I had dinner at the Italiana Restaurant, which serves excellent authentic Italian food with homemade Spinach Lasanga. The following day I discovered Coco Amigos where many x-pats hang-out and enjoyed their oven fresh baked nachos. One x-pat from England, who has a motorscotter rental service, told me he lives in a two bedroom townhouse for 7000 pesos per month— which is roughly $150.00 US.
That night I boarded the night ferry, which had it’s own sleeper accomodations, and took exactly eight hours to reach Cebu City… at a cost of 240 pesos, which is about three dollars us. I Knew it wasn’t the Queen Elizabeth, but where else in the world can you take an oceanliner cruise for three dollars. As I walked off the gangplank I somehow felt like royalty and am anxious to return to Negros Island for more adventure and travel..
So there you have it for a whirlwind quick trip I enjoyed visiting Negros Island and plan to return to take in some of the other man-made and natural attractions.

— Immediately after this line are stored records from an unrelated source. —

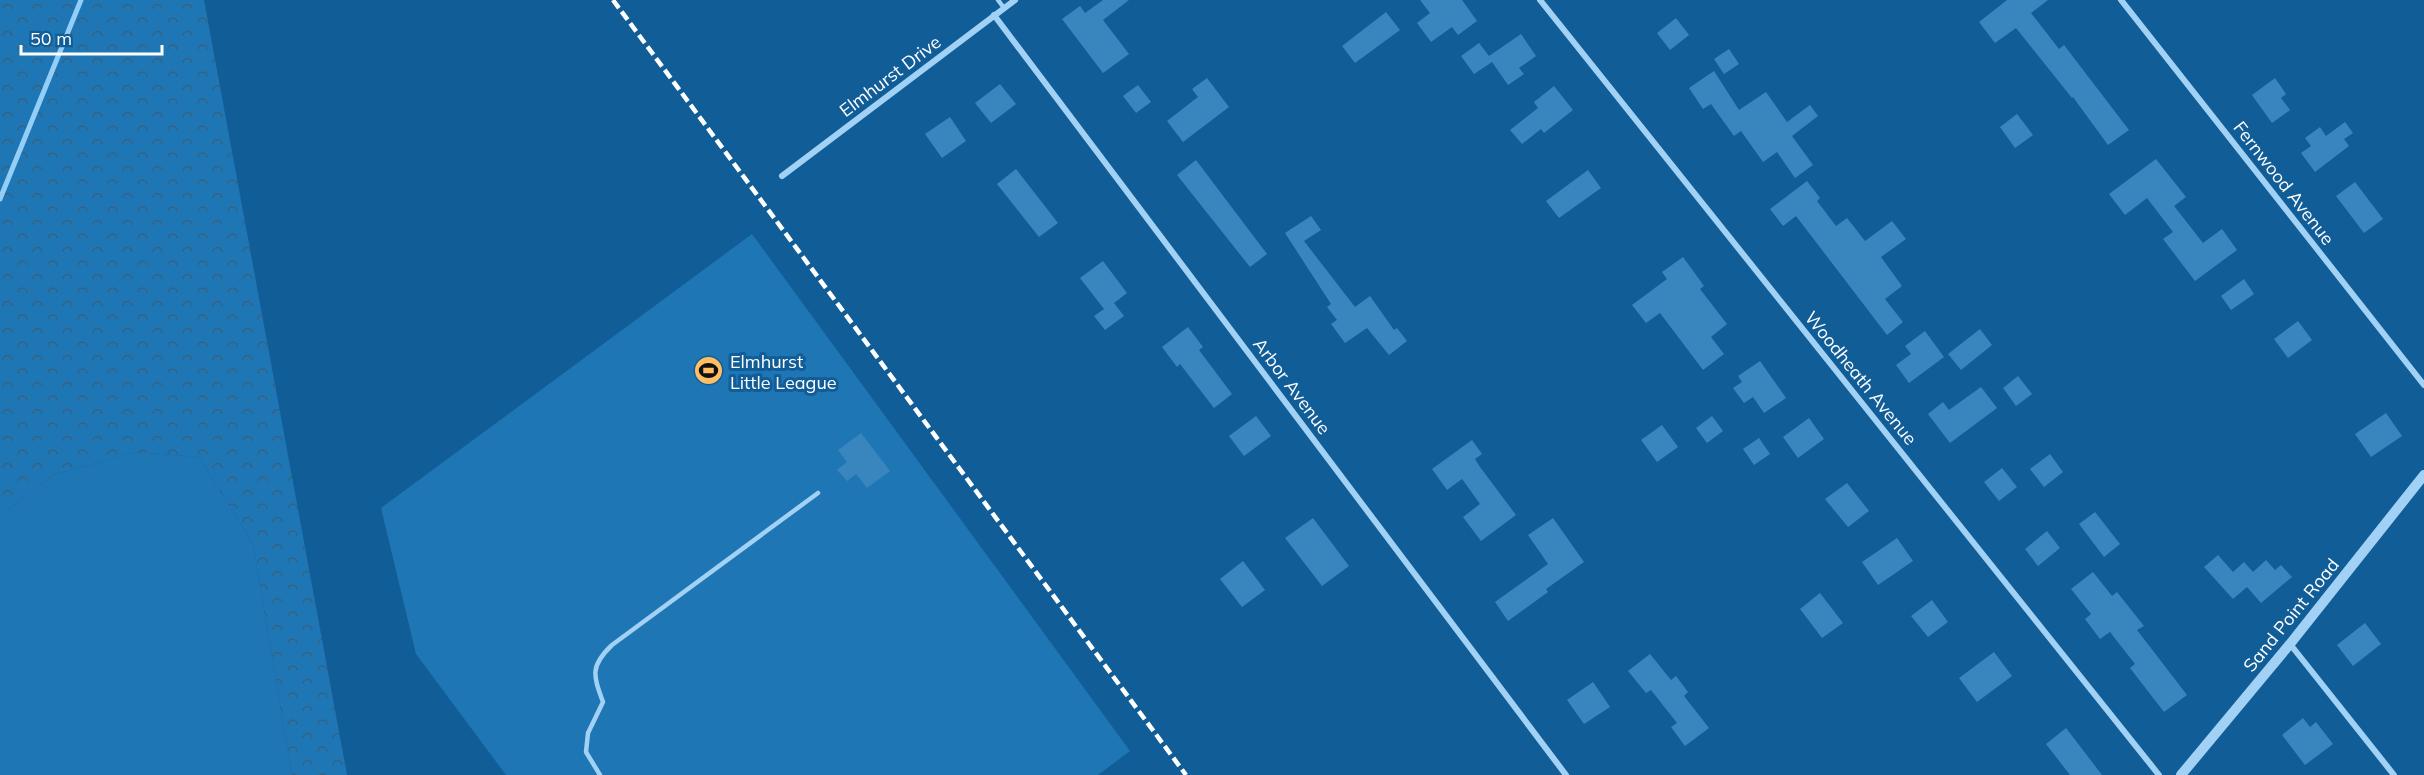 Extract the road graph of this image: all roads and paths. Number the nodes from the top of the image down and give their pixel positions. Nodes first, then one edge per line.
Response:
1 (998, 0) edge
2 (1015, 0) edge
3 (1540, 0) edge
4 (2121, 0) edge
5 (1004, 8) junction
6 (994, 15) junction
7 (782, 176) dead end
8 (2424, 385) edge
9 (2424, 475) edge
10 (818, 493) dead end
11 (2290, 644) junction
12 (600, 775) edge
13 (1566, 775) edge
14 (2159, 775) edge
15 (2181, 775) edge
16 (2394, 775) edge

1 - 5 lane
2 - 5 street, Elmhurst Drive
3 - 14 street, Woodheath Avenue
4 - 8 street, Fernwood Avenue
5 - 6 street, Elmhurst Drive
6 - 7 street, Elmhurst Drive
6 - 13 street, Arbor Avenue
9 - 11 street, Sand Point Road
10 - 12 lane
11 - 15 street, Sand Point Road
11 - 16 street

QUOTE: “This is my child, this is my wealth”: such thoughts are the preoccupations of fools. If we are unable to own even ourselves, why make such claims?” —–Buddha
THINGS YOU MAY NOT KNOW: The fur of the Binturong, also known as the “Asian Bear Cat,” smells like popcorn. The scent is believed to come from a gland located near the tail.
THINGS YOU MAY WANT TO SAVE: Seacology preserves coral reefs by entering into “win-win” agreements with island villagers, providing them with something tangible they request in exchange for establishing a coral reef reserve. Seacology is devoting the following project to the readers of 50 Simple Things®. For a total of just US$33,000, 50 Simple Things® readers can save a coral reef and the dugongs and turtles that live there while improving the quality of life of the local villagers. Seacology Island Projects seacology.org
ZENTRAVELER SAYS: Lay out a monthly budget in order to keep your finances simple and so you don’t get into the overspend mode. Save a little save a lot!
From here to Infinity is a relatively short ride! The next leg takes eons and eons as you fly through the Barycentric Dynamical Time Zone! …and on and on and on.